### Exercise aim
Copy all of the data that follows without altering a word.

### Material provided
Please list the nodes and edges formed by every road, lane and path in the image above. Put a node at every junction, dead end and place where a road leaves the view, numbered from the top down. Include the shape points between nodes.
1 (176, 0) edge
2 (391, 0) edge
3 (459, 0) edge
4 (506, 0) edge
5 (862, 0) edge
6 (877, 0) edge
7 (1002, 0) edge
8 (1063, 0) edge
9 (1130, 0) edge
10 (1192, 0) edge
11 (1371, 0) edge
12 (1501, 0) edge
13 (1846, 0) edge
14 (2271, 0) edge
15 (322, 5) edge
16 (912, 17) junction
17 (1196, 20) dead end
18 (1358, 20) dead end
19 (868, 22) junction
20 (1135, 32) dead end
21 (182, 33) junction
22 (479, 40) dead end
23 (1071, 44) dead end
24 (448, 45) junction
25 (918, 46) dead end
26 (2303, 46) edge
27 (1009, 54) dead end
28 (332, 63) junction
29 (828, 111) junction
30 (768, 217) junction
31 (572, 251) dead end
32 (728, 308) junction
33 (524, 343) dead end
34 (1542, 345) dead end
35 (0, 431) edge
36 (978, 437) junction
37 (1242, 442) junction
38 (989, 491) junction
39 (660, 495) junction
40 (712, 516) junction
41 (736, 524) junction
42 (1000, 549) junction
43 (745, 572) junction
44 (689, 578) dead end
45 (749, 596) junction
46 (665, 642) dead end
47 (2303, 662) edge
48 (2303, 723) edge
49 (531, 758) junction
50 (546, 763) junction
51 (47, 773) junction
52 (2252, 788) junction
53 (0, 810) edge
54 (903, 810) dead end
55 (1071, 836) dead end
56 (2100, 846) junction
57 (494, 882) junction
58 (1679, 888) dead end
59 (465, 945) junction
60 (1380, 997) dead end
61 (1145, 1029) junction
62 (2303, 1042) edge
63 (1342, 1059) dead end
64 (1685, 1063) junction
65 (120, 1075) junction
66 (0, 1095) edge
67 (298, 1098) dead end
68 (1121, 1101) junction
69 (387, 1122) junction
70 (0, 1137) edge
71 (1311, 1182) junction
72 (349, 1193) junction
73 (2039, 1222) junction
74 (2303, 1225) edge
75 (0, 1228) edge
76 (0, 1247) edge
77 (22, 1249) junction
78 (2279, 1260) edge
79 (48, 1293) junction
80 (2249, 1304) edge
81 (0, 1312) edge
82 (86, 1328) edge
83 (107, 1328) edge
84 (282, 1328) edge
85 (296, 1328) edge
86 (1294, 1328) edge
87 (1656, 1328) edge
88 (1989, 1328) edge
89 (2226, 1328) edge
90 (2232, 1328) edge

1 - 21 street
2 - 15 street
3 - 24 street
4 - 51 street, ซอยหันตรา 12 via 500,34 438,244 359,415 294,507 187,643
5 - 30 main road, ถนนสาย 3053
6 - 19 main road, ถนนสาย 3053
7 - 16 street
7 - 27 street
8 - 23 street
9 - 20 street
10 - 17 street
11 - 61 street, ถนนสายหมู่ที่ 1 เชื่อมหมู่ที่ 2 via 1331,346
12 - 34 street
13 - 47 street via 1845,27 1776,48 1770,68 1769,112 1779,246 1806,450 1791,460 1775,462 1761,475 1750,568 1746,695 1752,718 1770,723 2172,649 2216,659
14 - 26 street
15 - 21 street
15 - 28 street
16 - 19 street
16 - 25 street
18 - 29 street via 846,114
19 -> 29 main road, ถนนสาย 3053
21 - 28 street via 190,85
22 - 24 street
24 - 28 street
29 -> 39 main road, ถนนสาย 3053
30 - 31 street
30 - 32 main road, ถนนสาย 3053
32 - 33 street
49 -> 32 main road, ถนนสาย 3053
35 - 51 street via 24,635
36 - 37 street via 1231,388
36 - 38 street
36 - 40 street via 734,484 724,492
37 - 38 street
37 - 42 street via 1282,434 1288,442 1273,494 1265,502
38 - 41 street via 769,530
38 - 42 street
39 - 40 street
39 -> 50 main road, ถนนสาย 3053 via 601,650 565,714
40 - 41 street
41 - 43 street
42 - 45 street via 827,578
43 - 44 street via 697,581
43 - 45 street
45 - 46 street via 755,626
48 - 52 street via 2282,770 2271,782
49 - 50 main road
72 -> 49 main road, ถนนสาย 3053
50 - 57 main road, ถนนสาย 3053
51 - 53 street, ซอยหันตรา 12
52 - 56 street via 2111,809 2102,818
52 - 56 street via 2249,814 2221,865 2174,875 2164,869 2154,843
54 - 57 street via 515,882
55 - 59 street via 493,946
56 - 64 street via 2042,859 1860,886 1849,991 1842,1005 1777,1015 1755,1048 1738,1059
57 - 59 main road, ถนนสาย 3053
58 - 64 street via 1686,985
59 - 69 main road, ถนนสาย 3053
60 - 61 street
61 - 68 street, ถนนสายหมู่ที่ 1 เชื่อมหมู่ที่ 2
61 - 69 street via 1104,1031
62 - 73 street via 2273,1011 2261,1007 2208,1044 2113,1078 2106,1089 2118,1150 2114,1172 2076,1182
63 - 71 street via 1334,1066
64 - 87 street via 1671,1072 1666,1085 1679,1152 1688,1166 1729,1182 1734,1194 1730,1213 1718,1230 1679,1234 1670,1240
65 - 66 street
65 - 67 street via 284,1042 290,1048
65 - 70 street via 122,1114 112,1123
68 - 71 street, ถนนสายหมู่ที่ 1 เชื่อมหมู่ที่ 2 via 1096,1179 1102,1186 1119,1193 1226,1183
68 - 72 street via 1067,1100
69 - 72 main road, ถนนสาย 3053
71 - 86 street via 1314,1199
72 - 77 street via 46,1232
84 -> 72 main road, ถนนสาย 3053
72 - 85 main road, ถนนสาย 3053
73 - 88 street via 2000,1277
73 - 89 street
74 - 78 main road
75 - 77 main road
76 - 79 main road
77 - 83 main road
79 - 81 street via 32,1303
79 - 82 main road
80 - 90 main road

### Solution to this task
Please list the nodes and edges formed by every road, lane and path in the image above. Put a node at every junction, dead end and place where a road leaves the view, numbered from the top down. Include the shape points between nodes.
1 (176, 0) edge
2 (391, 0) edge
3 (459, 0) edge
4 (506, 0) edge
5 (862, 0) edge
6 (877, 0) edge
7 (1002, 0) edge
8 (1063, 0) edge
9 (1130, 0) edge
10 (1192, 0) edge
11 (1371, 0) edge
12 (1501, 0) edge
13 (1846, 0) edge
14 (2271, 0) edge
15 (322, 5) edge
16 (912, 17) junction
17 (1196, 20) dead end
18 (1358, 20) dead end
19 (868, 22) junction
20 (1135, 32) dead end
21 (182, 33) junction
22 (479, 40) dead end
23 (1071, 44) dead end
24 (448, 45) junction
25 (918, 46) dead end
26 (2303, 46) edge
27 (1009, 54) dead end
28 (332, 63) junction
29 (828, 111) junction
30 (768, 217) junction
31 (572, 251) dead end
32 (728, 308) junction
33 (524, 343) dead end
34 (1542, 345) dead end
35 (0, 431) edge
36 (978, 437) junction
37 (1242, 442) junction
38 (989, 491) junction
39 (660, 495) junction
40 (712, 516) junction
41 (736, 524) junction
42 (1000, 549) junction
43 (745, 572) junction
44 (689, 578) dead end
45 (749, 596) junction
46 (665, 642) dead end
47 (2303, 662) edge
48 (2303, 723) edge
49 (531, 758) junction
50 (546, 763) junction
51 (47, 773) junction
52 (2252, 788) junction
53 (0, 810) edge
54 (903, 810) dead end
55 (1071, 836) dead end
56 (2100, 846) junction
57 (494, 882) junction
58 (1679, 888) dead end
59 (465, 945) junction
60 (1380, 997) dead end
61 (1145, 1029) junction
62 (2303, 1042) edge
63 (1342, 1059) dead end
64 (1685, 1063) junction
65 (120, 1075) junction
66 (0, 1095) edge
67 (298, 1098) dead end
68 (1121, 1101) junction
69 (387, 1122) junction
70 (0, 1137) edge
71 (1311, 1182) junction
72 (349, 1193) junction
73 (2039, 1222) junction
74 (2303, 1225) edge
75 (0, 1228) edge
76 (0, 1247) edge
77 (22, 1249) junction
78 (2279, 1260) edge
79 (48, 1293) junction
80 (2249, 1304) edge
81 (0, 1312) edge
82 (86, 1328) edge
83 (107, 1328) edge
84 (282, 1328) edge
85 (296, 1328) edge
86 (1294, 1328) edge
87 (1656, 1328) edge
88 (1989, 1328) edge
89 (2226, 1328) edge
90 (2232, 1328) edge

1 - 21 street
2 - 15 street
3 - 24 street
4 - 51 street, ซอยหันตรา 12 via 500,34 438,244 359,415 294,507 187,643
5 - 30 main road, ถนนสาย 3053
6 - 19 main road, ถนนสาย 3053
7 - 16 street
7 - 27 street
8 - 23 street
9 - 20 street
10 - 17 street
11 - 61 street, ถนนสายหมู่ที่ 1 เชื่อมหมู่ที่ 2 via 1331,346
12 - 34 street
13 - 47 street via 1845,27 1776,48 1770,68 1769,112 1779,246 1806,450 1791,460 1775,462 1761,475 1750,568 1746,695 1752,718 1770,723 2172,649 2216,659
14 - 26 street
15 - 21 street
15 - 28 street
16 - 19 street
16 - 25 street
18 - 29 street via 846,114
19 -> 29 main road, ถนนสาย 3053
21 - 28 street via 190,85
22 - 24 street
24 - 28 street
29 -> 39 main road, ถนนสาย 3053
30 - 31 street
30 - 32 main road, ถนนสาย 3053
32 - 33 street
49 -> 32 main road, ถนนสาย 3053
35 - 51 street via 24,635
36 - 37 street via 1231,388
36 - 38 street
36 - 40 street via 734,484 724,492
37 - 38 street
37 - 42 street via 1282,434 1288,442 1273,494 1265,502
38 - 41 street via 769,530
38 - 42 street
39 - 40 street
39 -> 50 main road, ถนนสาย 3053 via 601,650 565,714
40 - 41 street
41 - 43 street
42 - 45 street via 827,578
43 - 44 street via 697,581
43 - 45 street
45 - 46 street via 755,626
48 - 52 street via 2282,770 2271,782
49 - 50 main road
72 -> 49 main road, ถนนสาย 3053
50 - 57 main road, ถนนสาย 3053
51 - 53 street, ซอยหันตรา 12
52 - 56 street via 2111,809 2102,818
52 - 56 street via 2249,814 2221,865 2174,875 2164,869 2154,843
54 - 57 street via 515,882
55 - 59 street via 493,946
56 - 64 street via 2042,859 1860,886 1849,991 1842,1005 1777,1015 1755,1048 1738,1059
57 - 59 main road, ถนนสาย 3053
58 - 64 street via 1686,985
59 - 69 main road, ถนนสาย 3053
60 - 61 street
61 - 68 street, ถนนสายหมู่ที่ 1 เชื่อมหมู่ที่ 2
61 - 69 street via 1104,1031
62 - 73 street via 2273,1011 2261,1007 2208,1044 2113,1078 2106,1089 2118,1150 2114,1172 2076,1182
63 - 71 street via 1334,1066
64 - 87 street via 1671,1072 1666,1085 1679,1152 1688,1166 1729,1182 1734,1194 1730,1213 1718,1230 1679,1234 1670,1240
65 - 66 street
65 - 67 street via 284,1042 290,1048
65 - 70 street via 122,1114 112,1123
68 - 71 street, ถนนสายหมู่ที่ 1 เชื่อมหมู่ที่ 2 via 1096,1179 1102,1186 1119,1193 1226,1183
68 - 72 street via 1067,1100
69 - 72 main road, ถนนสาย 3053
71 - 86 street via 1314,1199
72 - 77 street via 46,1232
84 -> 72 main road, ถนนสาย 3053
72 - 85 main road, ถนนสาย 3053
73 - 88 street via 2000,1277
73 - 89 street
74 - 78 main road
75 - 77 main road
76 - 79 main road
77 - 83 main road
79 - 81 street via 32,1303
79 - 82 main road
80 - 90 main road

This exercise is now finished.